A small risk of infection, uterine cramping or even blood pressure
collapse may occur with inseminations, but such occurrences have
been rarely reported.
In
all groups, and especially in patients with infertility of unknown
cause, spontaneous conception is a possibility. The severity of
the cause of the infertility combined with its duration may influence
the spontaneous conception rate. The IVF technique is a treatment
option which, in our opinion, offers a reasonable therapeutic alternative
to other medical or surgical treatments.
Expectations
of Success
Despite the encouraging statistics, it must be emphasized that
successful conception and childbirth for any specific couple cannot
be guaranteed by any IVF program, even if the couple undergoes multiple
attempts. The probability of success depends on many factors, including,
but not limited to, the patients age, the cause of infertility,
and the talent, skills and experience of the IVF team. (While almost
all children resulting from human IVF have been normal, the possibility
cannot be excluded that IVF could involve some unknown or increased
risk to children who are conceived by this method.) Most infants
who have been born following human in vitro fertilization have appeared
healthy at birth. Animal offspring have usually been healthy following
in vitro fertilization and/or embryo transfer. Yet, congenital abnormalities,
birth defects, genetic abnormalities, mental retardation, and/or
other possible deviations from normal may occur in children born
following in vitro fertilization (as they may occur in children
resulting from natural fertilization). At present there does not
appear to be any increased risk of birth defects, though multiple
births may be complicated by prematurity.
A pregnancy
following IVF usually has a successful outcome but like any other
pregnancy, may end in miscarriage or still birth. There is no evidence
that the frequency of these events are increased by IVF. Even a
tubal pregnancy is possible following IVF, but less likely than
with natural conception. There is also a greater chance of heterotropic
pregnancy ie: one in the uterus and one in the fallopian tube.
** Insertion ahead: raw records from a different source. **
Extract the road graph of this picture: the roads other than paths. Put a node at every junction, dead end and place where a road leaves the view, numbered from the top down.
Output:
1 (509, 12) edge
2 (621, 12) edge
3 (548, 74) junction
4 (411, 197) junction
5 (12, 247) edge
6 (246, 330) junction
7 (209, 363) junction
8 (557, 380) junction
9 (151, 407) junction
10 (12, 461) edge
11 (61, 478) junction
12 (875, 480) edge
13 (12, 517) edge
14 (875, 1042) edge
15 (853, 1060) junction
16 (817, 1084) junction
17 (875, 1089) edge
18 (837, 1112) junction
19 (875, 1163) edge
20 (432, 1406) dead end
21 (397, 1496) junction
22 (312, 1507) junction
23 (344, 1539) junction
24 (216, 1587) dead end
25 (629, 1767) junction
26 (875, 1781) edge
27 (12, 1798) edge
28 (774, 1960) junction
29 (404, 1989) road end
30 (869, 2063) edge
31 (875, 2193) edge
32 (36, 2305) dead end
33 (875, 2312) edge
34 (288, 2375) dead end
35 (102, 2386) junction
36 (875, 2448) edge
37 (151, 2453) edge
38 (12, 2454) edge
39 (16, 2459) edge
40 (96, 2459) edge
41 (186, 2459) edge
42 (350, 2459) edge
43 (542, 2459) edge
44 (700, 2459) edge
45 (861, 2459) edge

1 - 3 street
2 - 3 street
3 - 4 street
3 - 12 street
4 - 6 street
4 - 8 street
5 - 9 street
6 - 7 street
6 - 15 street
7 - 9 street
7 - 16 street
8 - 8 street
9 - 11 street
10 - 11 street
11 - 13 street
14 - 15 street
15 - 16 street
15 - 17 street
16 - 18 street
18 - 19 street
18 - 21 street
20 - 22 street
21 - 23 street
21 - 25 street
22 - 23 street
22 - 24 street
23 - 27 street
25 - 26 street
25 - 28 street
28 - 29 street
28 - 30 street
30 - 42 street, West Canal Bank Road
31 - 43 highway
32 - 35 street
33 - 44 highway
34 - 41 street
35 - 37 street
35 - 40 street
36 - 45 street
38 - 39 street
In
this situation saving the intrauterine pregnancy is probable.
How
can you make this IVF cycle the most successful it can be?
- Stop
Smoking: Many studies have suggested that smoking cigarettes decreases
the pregnancy rate. If you are unable to stop smoking entirely,
a decrease in the number of cigarettes you smoke in a day will
have a positive effect especially during the time period after
the embryos are transferred.
- Limit
Medications: Tylenol (Acetominophen)
is the only medication that may be taken without prior discussion
with the IVF staff. Many other medications are acceptable
to take but some medications are dangerous. Aspirin, Motrin, Advil,
Naproxen, Aleve, to name a few, should NEVER be
taken during an egg retrieval cycle.
- Avoid
Alcoholic Beverages: Males and females should not drink more than
two alcoholic drinks per day prior to the egg retrieval. After
the embryo transfer, the female partner should refrain from all
alcoholic beverages.
- Avoid
Hot Tubs/Steam Rooms: It has been shown that excessive heat is
detrimental for the motility of the sperm and a fetus in utero.
Males should avoid excessive heat at least 90 days prior to the
egg retrieval and females should abstain after the embryo transfer.